Extract value from HTML

Hi,
I already wrote a lot of topics but do not get it working like i want.
I have a local webpage containing some HTML Text
Example:

 <div>
            <tr >
        <td>502000026870-1 </td>
        <td> 30 W </td>
        <td rowspan=4 style='vertical-align: middle;'> 50.0 Hz </td>
        <td> A: 223 V </td>
        <td rowspan=4 style='vertical-align: middle;'> 23 &#176;C </td>
        <td rowspan=4 style='vertical-align: middle;'> 2021-08-18 09:35:45
 </td>
      </tr>
            <tr >
        <td>502000026870-2 </td>
        <td> 30 W </td>
        <td> B: 223 V </td>
      </tr>
            <tr >
        <td>502000026870-3 </td>
        <td> 29 W </td>
        <td> C: 223 V </td>
      </tr>
            <tr >
        <td>502000026870-4 </td>
        <td> 2 W </td>
        <td>- </td>
      </tr>
          </div>
        </tbody>
  </table>
</div>            </div>
          </div>
    	</article>
      </div>
    </section>

I am interested in getting the Values in W contained.
Using https://regex101.com/ i found that the REGEX .\d+.W.</td> should match my values.

I’m using OH3 and have created an HTTP thing

I have created a Channel with a Transformation

I have installed REGEX and JS Transformations and in the Transformation folder i have wrote this :

(function(i) { 
    var re = new RegExp("<td>.\d+.W.<\/td></td>");
    var out = i.match(re)[1]; 
    return parseFloat(out.replace(',', '.')); 
})(input)

But i do net get the values i need, the error is:
Executing transformation ChannelStateTransformation{pattern=‘sol.js’, serviceName=‘JS’} failed: An error occurred while executing script. TypeError: Cannot get property “1” of null in at line number 3

I understand the error means that Regex do not find a value, but i’m not able to solve it.

Could you help me?

First, the transformations will return a single value. You will need a separate Channel with a separate transformation for each value you want to extract.

The JS transformation and the REGEX transformations are completely separate from each other. Since you are using REGEX, just use the REGEX transformation directly and forget the JS.

One thing that is unique to openHAB’s REGEX is that the expression must match the entire String. Then transformation will then return the first matching group.

So to get the 30 W value after 502000026870-1 you’d use REGEX:.*502000026870-1.*(\d+)\sW.*

The group is defined by the ( ). So that expression matches everything using .* up to “502000026870-1”, then matches everything up to the first digit. The + matches one or more digits. The \d+ is in () so just the number, in this case 30, will be returned. The \s matches the space and the W matches the units and the .* matches the rest of the web page.
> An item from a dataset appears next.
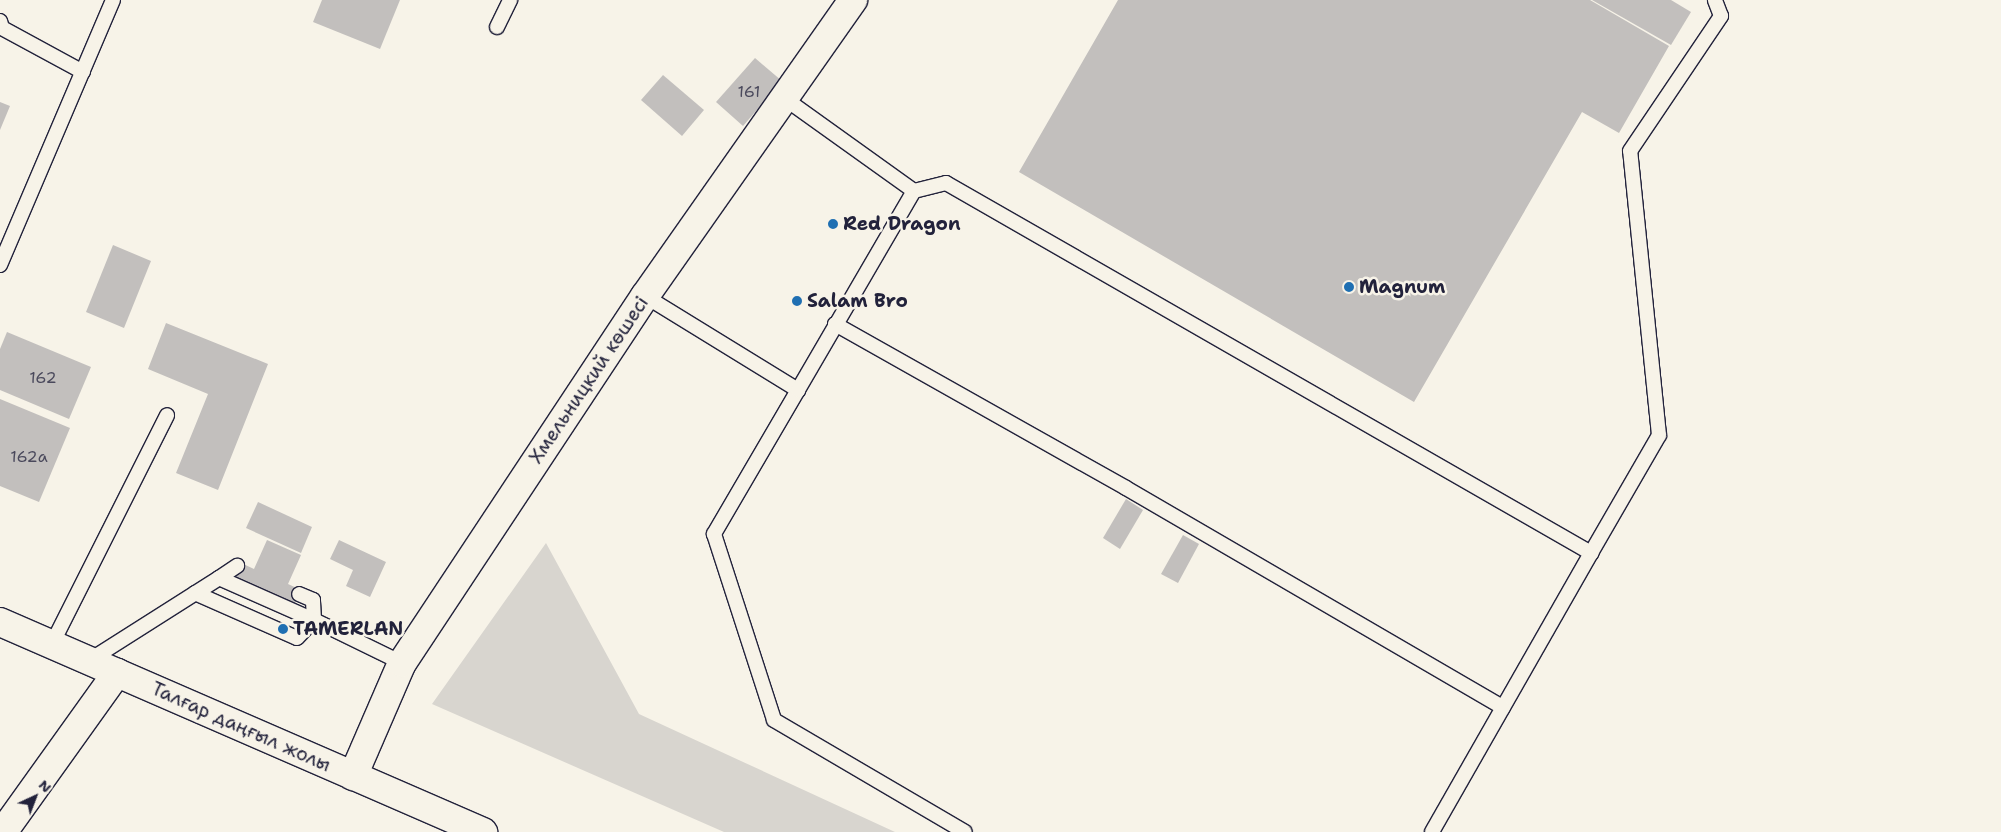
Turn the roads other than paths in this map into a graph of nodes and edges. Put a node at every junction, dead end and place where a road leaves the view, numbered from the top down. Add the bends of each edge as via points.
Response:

In general an OH REGEX will start with .*, then have something unique to identify the start of what needs to be returned, parens to capture what needs to be returned, and then something unique to define the end of what needs to be returned.

1 Like

Before you do any of that, you might like first to add a temporary test channel of string type with no transformations, link to a test Item, and make sure you get the webpage you expect.
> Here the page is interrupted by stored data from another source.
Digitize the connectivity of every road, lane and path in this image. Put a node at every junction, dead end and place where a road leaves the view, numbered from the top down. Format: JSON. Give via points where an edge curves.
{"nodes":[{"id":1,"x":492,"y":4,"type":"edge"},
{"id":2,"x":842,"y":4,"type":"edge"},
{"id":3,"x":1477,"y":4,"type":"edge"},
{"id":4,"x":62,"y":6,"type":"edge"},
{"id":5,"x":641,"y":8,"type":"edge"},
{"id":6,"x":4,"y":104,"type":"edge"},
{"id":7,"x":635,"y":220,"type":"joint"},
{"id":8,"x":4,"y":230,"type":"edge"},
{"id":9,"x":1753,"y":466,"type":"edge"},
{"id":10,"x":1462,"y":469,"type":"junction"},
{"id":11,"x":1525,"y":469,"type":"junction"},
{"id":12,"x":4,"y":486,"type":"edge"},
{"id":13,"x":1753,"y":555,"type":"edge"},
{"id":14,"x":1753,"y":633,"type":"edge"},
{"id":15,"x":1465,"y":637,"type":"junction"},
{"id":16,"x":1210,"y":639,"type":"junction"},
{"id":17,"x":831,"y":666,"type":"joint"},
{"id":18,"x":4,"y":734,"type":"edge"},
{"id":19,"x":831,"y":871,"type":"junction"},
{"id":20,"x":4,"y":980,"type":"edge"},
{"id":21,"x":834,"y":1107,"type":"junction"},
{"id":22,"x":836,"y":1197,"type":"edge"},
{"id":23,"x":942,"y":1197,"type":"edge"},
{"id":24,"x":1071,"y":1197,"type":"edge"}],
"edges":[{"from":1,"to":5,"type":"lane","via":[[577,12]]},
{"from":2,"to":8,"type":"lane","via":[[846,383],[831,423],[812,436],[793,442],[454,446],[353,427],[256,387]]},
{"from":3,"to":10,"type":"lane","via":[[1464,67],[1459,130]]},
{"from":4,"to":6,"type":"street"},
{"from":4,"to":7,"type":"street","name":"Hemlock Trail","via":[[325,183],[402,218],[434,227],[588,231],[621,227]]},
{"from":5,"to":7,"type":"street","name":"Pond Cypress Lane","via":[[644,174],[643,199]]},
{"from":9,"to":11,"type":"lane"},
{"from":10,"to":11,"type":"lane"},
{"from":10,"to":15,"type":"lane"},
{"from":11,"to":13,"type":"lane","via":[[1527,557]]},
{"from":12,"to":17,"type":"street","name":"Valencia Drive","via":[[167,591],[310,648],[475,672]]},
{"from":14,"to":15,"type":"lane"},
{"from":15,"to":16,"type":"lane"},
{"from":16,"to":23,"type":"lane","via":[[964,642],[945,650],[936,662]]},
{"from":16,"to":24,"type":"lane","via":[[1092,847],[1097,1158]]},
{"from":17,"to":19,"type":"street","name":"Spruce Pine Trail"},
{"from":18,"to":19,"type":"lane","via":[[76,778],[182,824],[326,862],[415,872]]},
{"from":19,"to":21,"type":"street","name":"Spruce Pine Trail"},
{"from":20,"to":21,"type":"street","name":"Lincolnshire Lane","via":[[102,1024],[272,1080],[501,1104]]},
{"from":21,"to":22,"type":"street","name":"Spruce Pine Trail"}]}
Thank you, I will try. I already have a dummy item and i get the entire HTML code in that.
But where should i put the

REGEX:.*502000026870-1.*(\d+)\sW.*

Directly in the Channel? like this:

Did you try it? Yes, that’s where it goes.

Yes it works, Thank you

Small detail if someone reads this later, there was a ? Missing, it should be:
REGEX:.502000026870-1.?(\d+)\sW.*`